Segment Open

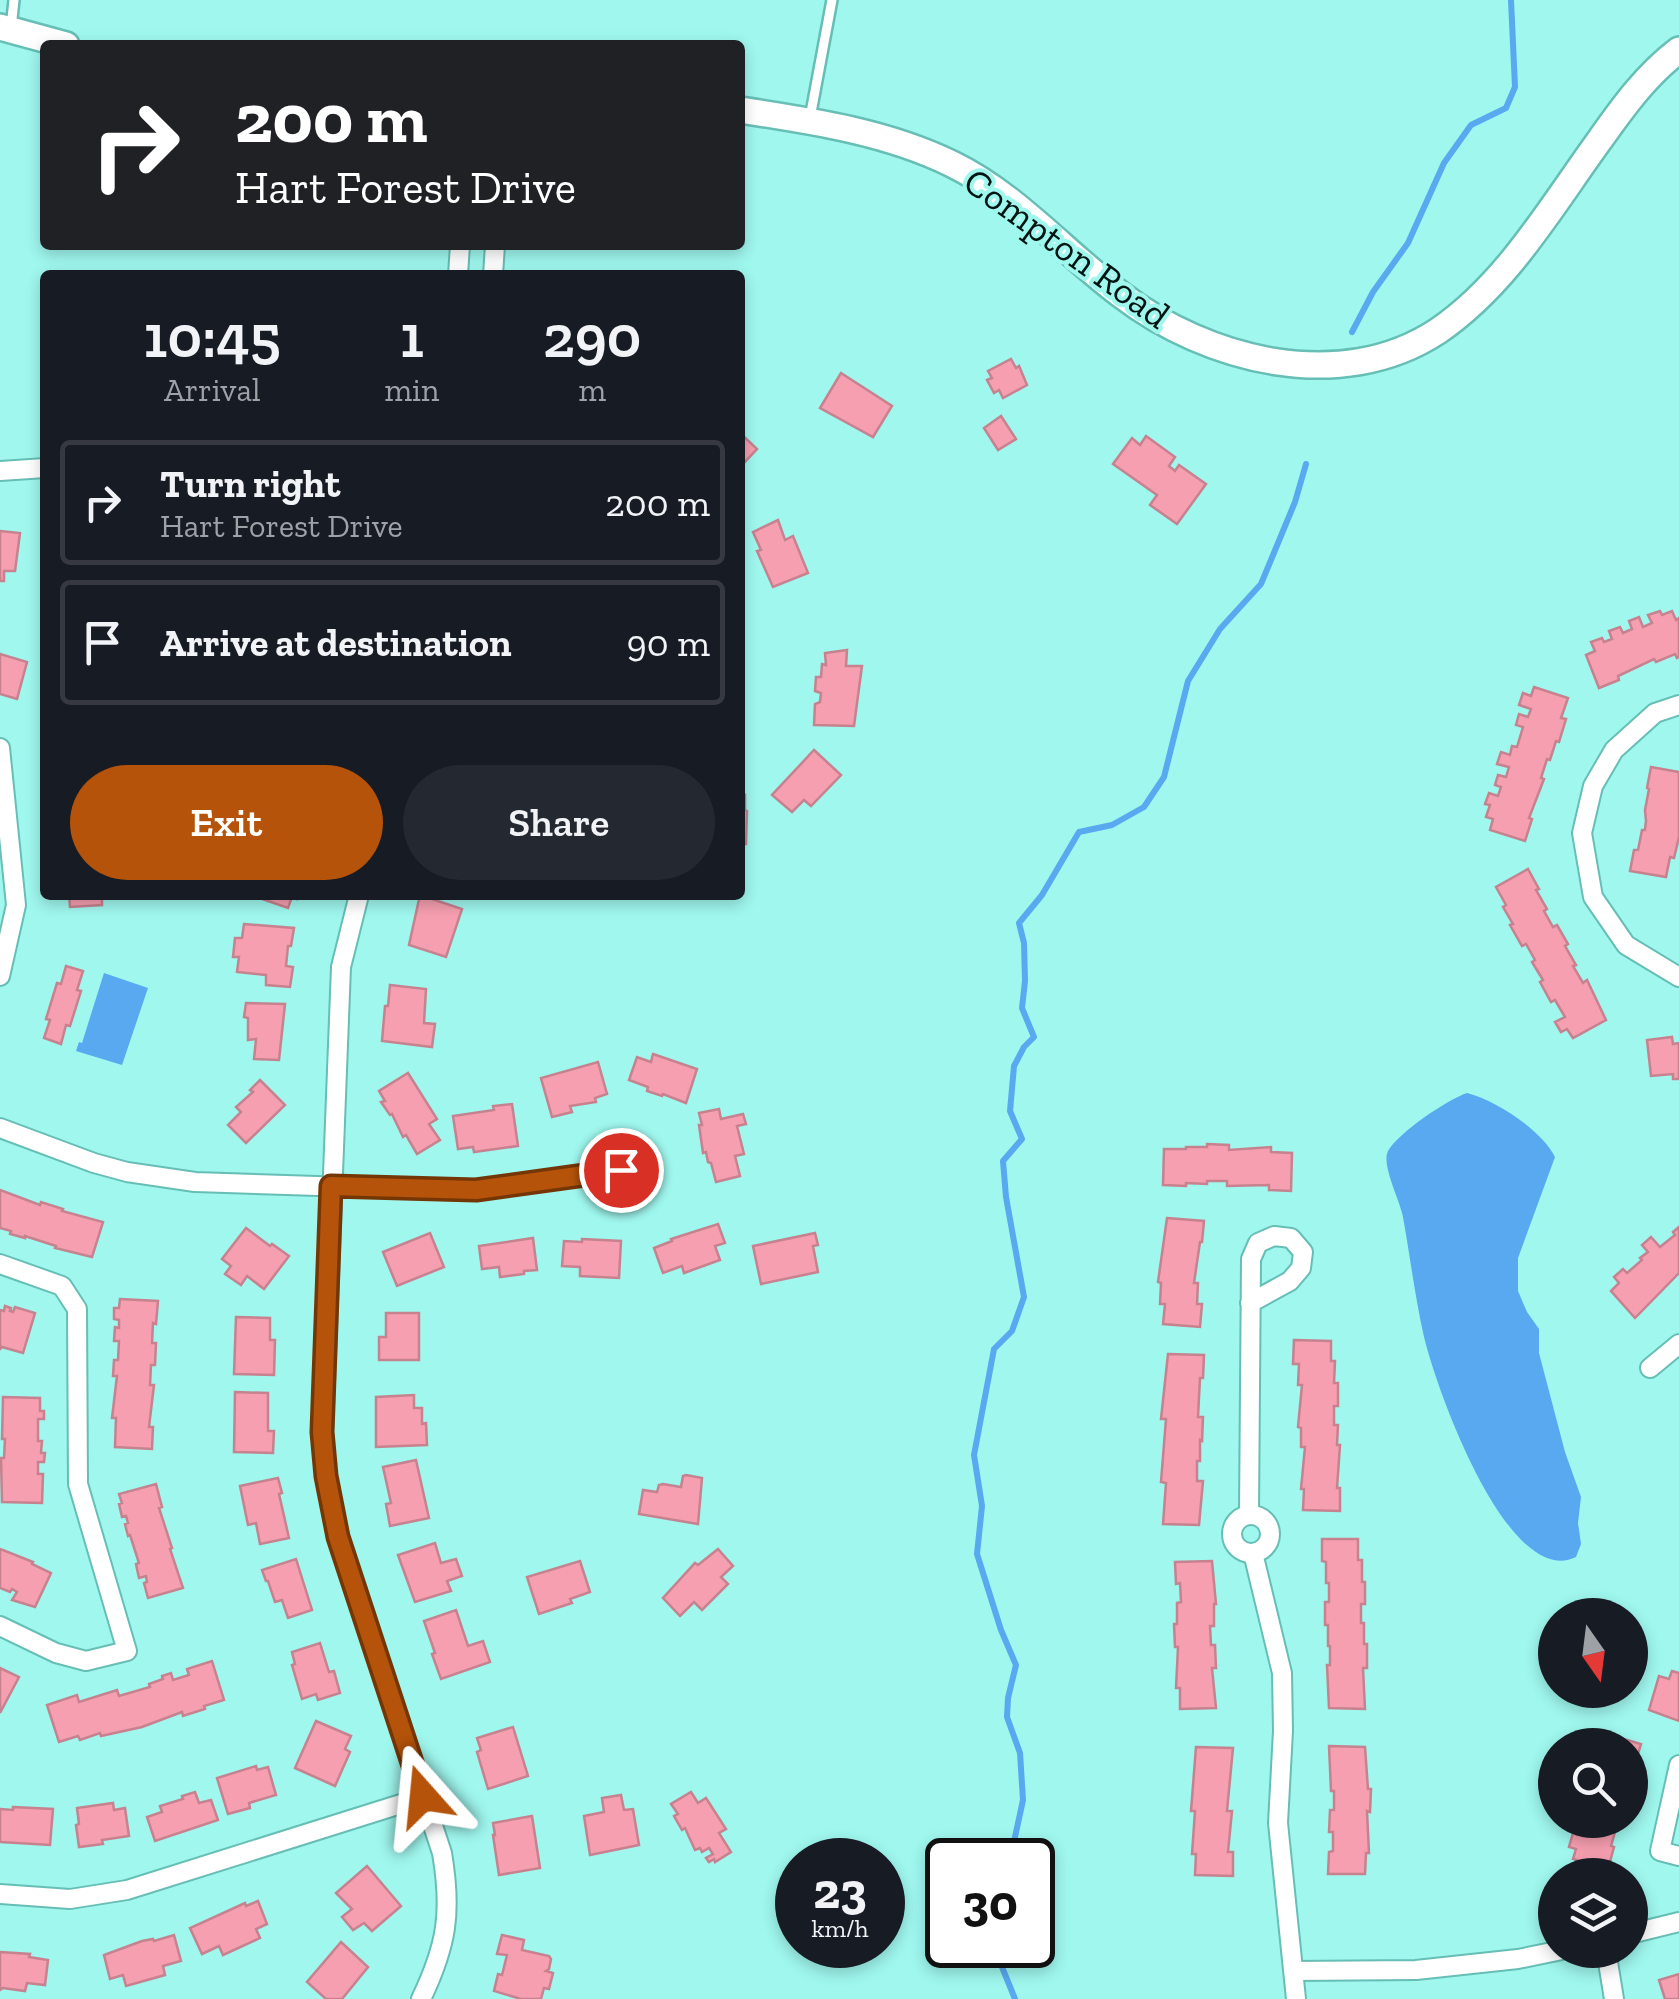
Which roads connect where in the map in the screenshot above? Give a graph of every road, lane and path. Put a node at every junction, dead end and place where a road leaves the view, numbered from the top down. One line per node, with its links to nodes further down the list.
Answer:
1 (14, 0): 3 (lane)
2 (832, 0): 7 (lane)
3 (6, 29): 4 (main road)
4 (47, 40)
5 (1679, 50): 7 (main road, Compton Road)
6 (745, 111): 7 (main road, Compton Road)
7 (810, 121)
8 (40, 468): 9 (street)
9 (0, 471)
10 (1679, 705): 14 (street)
11 (0, 748): 13 (street)
12 (358, 900): 17 (street)
13 (0, 976)
14 (1679, 977)
15 (0, 1128): 17 (street)
16 (621, 1170): 17 (street)
17 (331, 1186): 26 (street)
18 (0, 1264): 24 (street)
19 (1250, 1303): 22 (street)
20 (1679, 1344): 21 (street)
21 (1650, 1368)
22 (1249, 1515): 23 (street); 23 (street)
23 (1253, 1553): 33 (street)
24 (0, 1626)
25 (1679, 1766): 27 (street)
26 (423, 1796): 28 (street); 34 (street)
27 (1679, 1856)
28 (0, 1894)
29 (1679, 1922): 30 (street)
30 (1648, 1930)
31 (1538, 1955): 33 (street)
32 (1609, 1968): 36 (street)
33 (1294, 1971): 35 (street)
34 (422, 1999)
35 (1296, 1999)
36 (1614, 1999)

Segment Closed

Please transcribe each entry exactly and exclude any image it contains.

Which roads connect where in the map in the screenshot above? Give a graph of every road, lane and path. Put a node at every junction, dead end and place where a road leaves the view, numbered from the top down. One line per node, with its links to nodes further down the list.
Answer:
1 (14, 0): 3 (lane)
2 (832, 0): 7 (lane)
3 (6, 29): 4 (main road)
4 (47, 40)
5 (1679, 50): 7 (main road, Compton Road)
6 (745, 111): 7 (main road, Compton Road)
7 (810, 121)
8 (40, 468): 9 (street)
9 (0, 471)
10 (1679, 705): 14 (street)
11 (0, 748): 13 (street)
12 (358, 900): 17 (street)
13 (0, 976)
14 (1679, 977)
15 (0, 1128): 17 (street)
16 (621, 1170): 17 (street)
17 (331, 1186): 26 (street)
18 (0, 1264): 24 (street)
19 (1250, 1303): 22 (street)
20 (1679, 1344): 21 (street)
21 (1650, 1368)
22 (1249, 1515): 23 (street); 23 (street)
23 (1253, 1553): 33 (street)
24 (0, 1626)
25 (1679, 1766): 27 (street)
26 (423, 1796): 28 (street); 34 (street)
27 (1679, 1856)
28 (0, 1894)
29 (1679, 1922): 30 (street)
30 (1648, 1930)
31 (1538, 1955): 33 (street)
32 (1609, 1968): 36 (street)
33 (1294, 1971): 35 (street)
34 (422, 1999)
35 (1296, 1999)
36 (1614, 1999)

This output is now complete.